- WHAT THE TASK REQUIRES:
Copy each line from the records below in which the word "road" is found.

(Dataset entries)
== Segment start ==

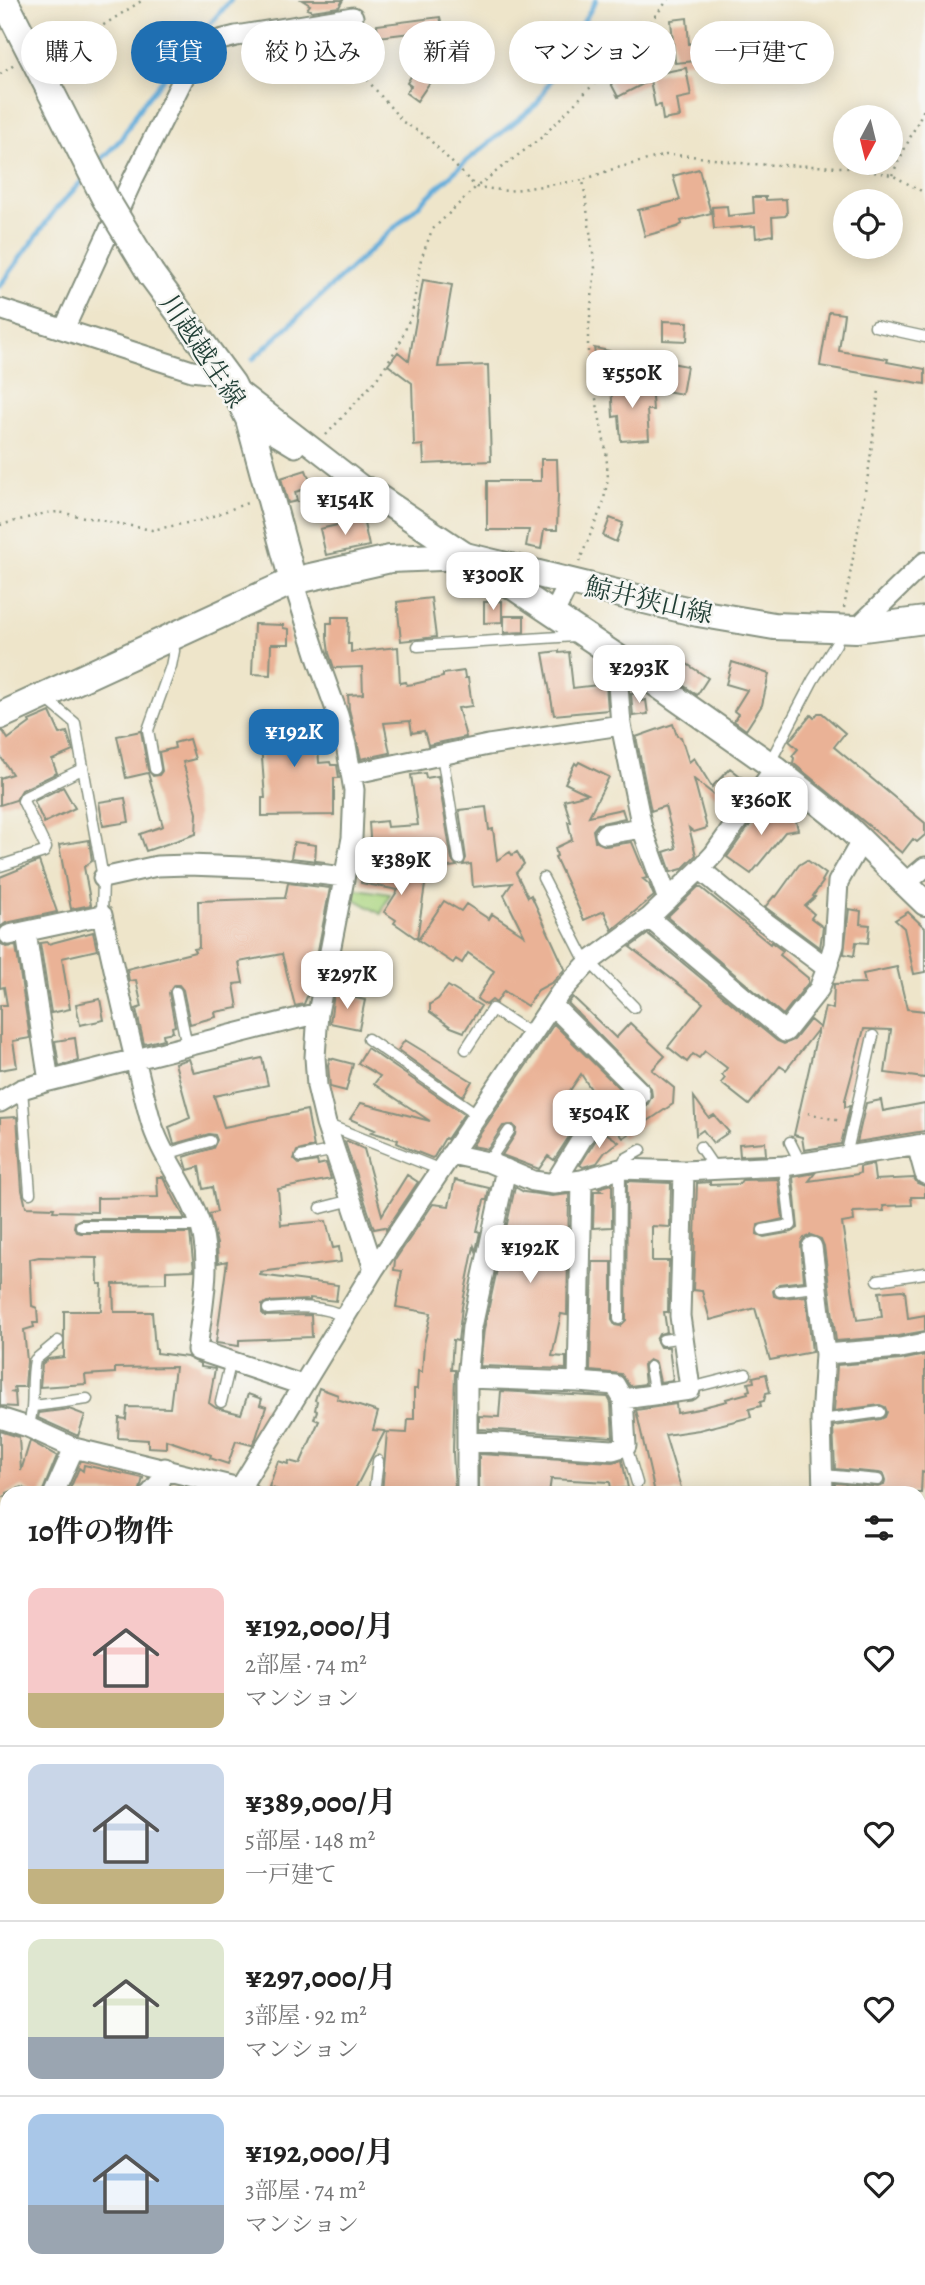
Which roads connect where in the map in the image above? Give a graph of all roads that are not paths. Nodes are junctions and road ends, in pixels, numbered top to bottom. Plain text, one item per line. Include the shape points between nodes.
1 (4, 0) edge
2 (353, 17) road end
3 (0, 310) edge
4 (875, 326) dead end
5 (64, 330) junction
6 (925, 337) edge
7 (228, 380) junction
8 (249, 419) junction
9 (368, 490) junction
10 (466, 556) junction
11 (925, 562) edge
12 (293, 581) junction
13 (570, 581) junction
14 (553, 615) junction
15 (925, 620) edge
16 (848, 629) junction
17 (582, 635) junction
18 (173, 636) junction
19 (418, 646) dead end
20 (619, 658) junction
21 (43, 696) junction
22 (0, 716) edge
23 (621, 725) junction
24 (442, 755) junction
25 (772, 766) junction
26 (82, 769) junction
27 (155, 769) dead end
28 (351, 774) junction
29 (642, 828) junction
30 (606, 834) dead end
31 (862, 840) junction
32 (459, 859) dead end
33 (0, 866) edge
34 (925, 867) edge
35 (700, 869) junction
36 (344, 877) junction
37 (103, 878) junction
38 (544, 878) dead end
39 (905, 884) junction
40 (668, 900) junction
41 (925, 903) edge
42 (103, 915) junction
43 (649, 918) junction
44 (589, 962) junction
45 (827, 968) junction
46 (176, 992) dead end
47 (552, 1005) junction
48 (634, 1007) dead end
49 (318, 1013) junction
50 (531, 1034) junction
51 (873, 1036) dead end
52 (368, 1039) dead end
53 (187, 1046) junction
54 (466, 1049) dead end
55 (136, 1058) junction
56 (49, 1081) junction
57 (22, 1089) junction
58 (0, 1102) edge
59 (477, 1114) junction
60 (326, 1124) junction
61 (509, 1131) dead end
62 (210, 1141) dead end
63 (790, 1142) dead end
64 (921, 1144) edge
65 (700, 1147) dead end
66 (336, 1150) junction
67 (641, 1150) dead end
68 (166, 1154) junction
69 (301, 1157) dead end
70 (846, 1157) junction
71 (446, 1162) junction
72 (792, 1165) junction
73 (497, 1166) junction
74 (620, 1169) junction
75 (715, 1169) junction
76 (684, 1171) junction
77 (925, 1174) edge
78 (582, 1181) junction
79 (554, 1184) junction
80 (30, 1193) dead end
81 (352, 1200) junction
82 (321, 1208) dead end
83 (81, 1226) dead end
84 (201, 1226) junction
85 (763, 1230) dead end
86 (812, 1247) dead end
87 (374, 1269) junction
88 (925, 1273) edge
89 (878, 1280) dead end
90 (817, 1287) junction
91 (780, 1291) dead end
92 (268, 1309) dead end
93 (345, 1317) junction
94 (619, 1319) dead end
95 (683, 1337) junction
96 (663, 1340) dead end
97 (58, 1341) dead end
98 (925, 1343) edge
99 (825, 1354) junction
100 (231, 1360) junction
101 (650, 1367) dead end
102 (746, 1374) dead end
103 (467, 1378) junction
104 (578, 1382) junction
105 (302, 1385) junction
106 (690, 1388) junction
107 (655, 1395) junction
108 (87, 1399) dead end
109 (623, 1399) junction
110 (221, 1402) dead end
111 (34, 1406) junction
112 (880, 1412) dead end
113 (0, 1418) edge
114 (821, 1420) junction
115 (29, 1427) junction
116 (467, 1441) junction
117 (626, 1446) junction
118 (74, 1448) junction
119 (378, 1461) dead end
120 (165, 1468) junction
121 (878, 1480) dead end
122 (637, 1483) dead end
123 (824, 1484) edge
124 (57, 1486) edge
125 (157, 1486) edge
126 (225, 1486) edge
127 (245, 1486) edge
128 (375, 1486) edge
129 (467, 1486) edge

1 - 7 main road, 川越越生線, bridge via 106,198 151,274
2 - 5 street via 236,36 202,51 188,69 132,181
3 - 5 street
4 - 6 lane
5 - 7 street
7 - 8 main road, 川越越生線
7 - 9 street
8 - 9 street
8 - 12 main road, 川越越生線
9 - 10 street
10 - 12 main road, 鯨井狭山線 via 390,559
10 - 13 main road, 鯨井狭山線
10 - 14 street
11 - 16 street
12 - 18 main road
12 - 28 street via 338,715
13 - 14 street
13 - 16 main road, 鯨井狭山線 via 736,620
14 - 17 street
15 - 16 main road, 鯨井狭山線
16 - 25 lane via 802,700
17 - 19 lane
17 - 20 street
18 - 21 main road
18 - 27 lane via 171,666 148,730
20 - 23 street
20 - 25 street
21 - 22 main road
21 - 26 lane via 75,723
23 - 24 street
23 - 29 street
24 - 28 street
24 - 32 lane
25 - 31 street
25 - 35 street
26 - 33 lane via 25,797 46,848
26 - 37 lane
28 - 36 street via 354,816
29 - 30 street
29 - 40 street
31 - 39 street
31 - 45 street via 838,882 834,945
34 - 39 street
35 - 40 street
35 - 45 street
36 - 37 street via 188,865 157,866
36 - 49 street
37 - 42 lane
38 - 44 lane
39 - 41 street
40 - 43 street
42 - 55 street
42 - 56 street via 17,934
43 - 44 street
43 - 45 street via 785,1032 819,989
44 - 47 street
44 - 48 lane
46 - 53 lane
47 - 50 street
47 - 79 street via 640,1092 586,1132
49 - 53 street
49 - 60 street via 314,1057
50 - 54 lane via 492,1009
50 - 59 street
51 - 70 lane
52 - 59 lane
53 - 55 street
55 - 56 street
55 - 68 street via 154,1130
56 - 57 street
57 - 58 street
57 - 80 lane
59 - 71 street
60 - 66 street
60 - 71 lane
61 - 73 lane
62 - 68 lane
63 - 72 lane
64 - 70 street
64 - 77 street
65 - 75 lane
66 - 69 lane
66 - 81 street
67 - 74 lane via 625,1159
68 - 84 street
70 - 72 street
71 - 73 street
71 - 87 street
72 - 75 street
72 - 85 lane via 791,1226
73 - 79 street
73 - 103 street
74 - 76 street
74 - 78 street
74 - 94 lane
75 - 76 street
76 - 95 street
78 - 79 street
78 - 104 street
81 - 82 lane
81 - 87 street
83 - 84 lane
84 - 100 street via 207,1264 197,1350
86 - 90 street
87 - 93 street
88 - 89 lane
90 - 91 lane
90 - 99 street
92 - 93 lane via 305,1307
93 - 105 street
95 - 96 lane
95 - 106 street
97 - 111 lane via 35,1360
98 - 99 street
99 - 114 street
100 - 105 street
100 - 110 lane
101 - 107 lane
102 - 106 lane
103 - 104 street
103 - 116 street
104 - 109 street via 615,1385
105 - 127 street
106 - 107 street
107 - 109 street
108 - 111 lane
109 - 117 street
111 - 115 lane
112 - 114 lane
113 - 115 street
114 - 123 street
115 - 118 street
116 - 117 street via 613,1450
116 - 129 street
117 - 122 lane
118 - 120 street
118 - 124 street
119 - 128 lane
120 - 125 street
120 - 126 street
121 - 123 lane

== Segment end ==

- RESULT BELOW:
Which roads connect where in the map in the image above? Give a graph of all roads that are not paths. Nodes are junctions and road ends, in pixels, numbered top to bottom. Plain text, one item per line. Include the shape points between nodes.
2 (353, 17) road end
1 - 7 main road, 川越越生線, bridge via 106,198 151,274
7 - 8 main road, 川越越生線
8 - 12 main road, 川越越生線
10 - 12 main road, 鯨井狭山線 via 390,559
10 - 13 main road, 鯨井狭山線
12 - 18 main road
13 - 16 main road, 鯨井狭山線 via 736,620
15 - 16 main road, 鯨井狭山線
18 - 21 main road
21 - 22 main road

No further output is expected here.